In early February, new U.S. Sanctions against Iran went into effect despite the growing sentiment that Washington is discreetly moving towards a more nuanced policy with respect to Iran. To wit, the nomination of Chuck Hagel for the post of Secretary of Defense, whose views on the Middle East in general and Iran in particular are characterized as moderate in American terms. In addition to which, a report just released by the Center for a New American Security (CNAS), the Washington think tank whose purpose is to develop U.S. security policy is unambiguous: fears that an Iranian nuclear weapon would trigger a arms race in the Middle East are grossly exaggerated.
The three countries in the region eventually interested in developing their own nuclear devices are said to be Saudi Arabia, Egypt and Turkey. However, as the authors of the report indicate, Saudi Arabia is a signatory of the nuclear non-proliferation treaty and “…would more likely pursue a more aggressive version of its current conventional defense and civilian nuclear hedging strategy while seeking out an external nuclear security guarantee.”
With regard to Egypt, not only does that country not see Iran’s nuclear ambitions as an existential threat but is besieged by internal political and economic problems rendering it unlikely to embark on such an adventure. In addition, because Egypt’s economy and its military forces being heavily dependent on U.S. largesse, it would probably hesitate antagonizing Washington by developing a nuclear weapon. Finally, Turkey already possesses a nuclear deterrent through its NATO security guarantees.
It has been stated repeatedly that an aggressive Iranian government would represent a danger for the region and for the U.S. Historical fact, however, turns that argument upside down. To the contrary, Iranians have been witness to a number of acts of foreign intervention against their country.
Who can forget that it was foreign intervention, by the British and American governments, that destroyed democracy in Iran. In 1953, the CIA was instrumental in overthrowing the democratically elected government of Iran’s Prime Minister Mohammad Mossadegh following his nationalization of Iranian oil and in bringing the Shah back to power.
The U.S. staunchly supported the Shah of Iran’s regime, despite its brutal repression of the Iranian people.
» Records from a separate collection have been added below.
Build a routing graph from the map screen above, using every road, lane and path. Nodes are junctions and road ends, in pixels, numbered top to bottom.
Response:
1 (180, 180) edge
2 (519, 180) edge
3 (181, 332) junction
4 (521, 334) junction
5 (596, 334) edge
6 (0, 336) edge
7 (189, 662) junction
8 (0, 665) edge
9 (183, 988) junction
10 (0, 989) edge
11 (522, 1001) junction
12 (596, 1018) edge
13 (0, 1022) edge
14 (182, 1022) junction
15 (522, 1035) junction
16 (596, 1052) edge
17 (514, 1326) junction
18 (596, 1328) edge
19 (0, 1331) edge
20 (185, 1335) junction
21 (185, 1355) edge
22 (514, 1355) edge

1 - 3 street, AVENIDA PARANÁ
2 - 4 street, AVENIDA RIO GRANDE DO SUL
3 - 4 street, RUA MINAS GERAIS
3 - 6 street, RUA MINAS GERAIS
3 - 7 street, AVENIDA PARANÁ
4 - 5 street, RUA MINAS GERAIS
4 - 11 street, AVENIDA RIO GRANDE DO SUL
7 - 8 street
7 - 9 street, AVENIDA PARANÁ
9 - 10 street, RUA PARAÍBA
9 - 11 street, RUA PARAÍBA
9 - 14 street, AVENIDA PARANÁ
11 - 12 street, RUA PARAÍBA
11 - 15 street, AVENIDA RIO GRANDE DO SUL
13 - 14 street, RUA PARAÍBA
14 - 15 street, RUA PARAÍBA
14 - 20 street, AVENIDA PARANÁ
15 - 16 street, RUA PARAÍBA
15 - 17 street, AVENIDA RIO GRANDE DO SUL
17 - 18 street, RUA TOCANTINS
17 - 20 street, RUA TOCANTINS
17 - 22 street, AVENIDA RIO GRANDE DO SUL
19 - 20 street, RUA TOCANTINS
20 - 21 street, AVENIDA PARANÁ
According to Stephen Kinzer, author of All the Shah’s Men: An American Coup And the Roots of Middle East Terror, fears by the Iranians of more U.S. intervention in the internal affairs of their country was what prompted the occupation of the U.S. embassy in 1979.
In 1988, toward the end of the Iran-Iraq war, the U.S.S. Vincennes shot down an Iranian civilian airliner over the Strait of Hormuz. Two hundred ninety passengers were killed, including 66 children, ranking it the seventh among the deadliest airliner fatalities. According to the U.S. government, the U.S.S. Vincennes crew misidentified the Iranian Airbus A300 as an attacking F-14 Tomcat fighter. Although a settlement was reached between Iran and U.S., the Vincennes’ captain received the Legion of Merit, and the crew was awarded Combat Action Ribbons.
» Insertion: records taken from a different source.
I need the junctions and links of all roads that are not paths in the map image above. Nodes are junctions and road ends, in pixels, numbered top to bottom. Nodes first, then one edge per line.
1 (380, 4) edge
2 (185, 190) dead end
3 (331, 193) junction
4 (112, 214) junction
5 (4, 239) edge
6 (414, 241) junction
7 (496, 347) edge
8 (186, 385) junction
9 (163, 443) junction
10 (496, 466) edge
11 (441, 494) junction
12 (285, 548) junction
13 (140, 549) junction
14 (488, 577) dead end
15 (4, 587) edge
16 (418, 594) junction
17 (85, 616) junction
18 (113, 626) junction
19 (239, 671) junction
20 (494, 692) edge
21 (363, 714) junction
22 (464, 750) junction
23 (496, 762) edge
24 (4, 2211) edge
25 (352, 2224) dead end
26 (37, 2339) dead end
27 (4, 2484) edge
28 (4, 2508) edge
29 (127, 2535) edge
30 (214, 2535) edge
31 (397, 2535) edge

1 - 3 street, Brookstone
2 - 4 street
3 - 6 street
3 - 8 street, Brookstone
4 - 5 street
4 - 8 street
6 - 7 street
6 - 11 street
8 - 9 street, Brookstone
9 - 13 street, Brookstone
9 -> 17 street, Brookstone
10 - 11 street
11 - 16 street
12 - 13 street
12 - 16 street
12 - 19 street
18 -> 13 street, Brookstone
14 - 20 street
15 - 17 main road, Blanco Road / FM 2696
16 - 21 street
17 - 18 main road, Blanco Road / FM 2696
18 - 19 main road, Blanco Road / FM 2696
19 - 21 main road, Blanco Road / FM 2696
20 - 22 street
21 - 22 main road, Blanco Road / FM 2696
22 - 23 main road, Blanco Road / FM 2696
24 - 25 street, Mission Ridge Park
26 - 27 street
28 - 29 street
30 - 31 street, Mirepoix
Last September Efraim Halevy, head of the Mossad from 1998 to 2000, declared in an interview with Haaretz, “What we need to do is to try and understand the Iranians. The basic feeling of that ancient nation is one of humiliation. Both religious Iranians and secular Iranians feel that for 200 years the Western powers used them as their playthings…Thus, the deep motive behind the Iranian nuclear project –which was launched by the Shah- is not the confrontation with Israel, but the desire to restore to Iran the greatness of which it was long deprived.”
Both the U.S. and Israel, however, have repeatedly threatened military action against Tehran in flagrant violation of the UN Charter whose Article 2 states, “All Members shall refrain in their international relations from the threat or use of force against the territorial integrity or political independence of any state, or in any other manner inconsistent with the purposes of the United Nations.”
As President Barack Obama and Vice President Joe Biden have repeatedly stated, diplomacy should be pursued in dealing with the Iranian government. Such an approach should include important verification concessions on the Iranian government’s nuclear energy program, as well as security assurances to the Iranian government that it will not be attacked by the US or Israel.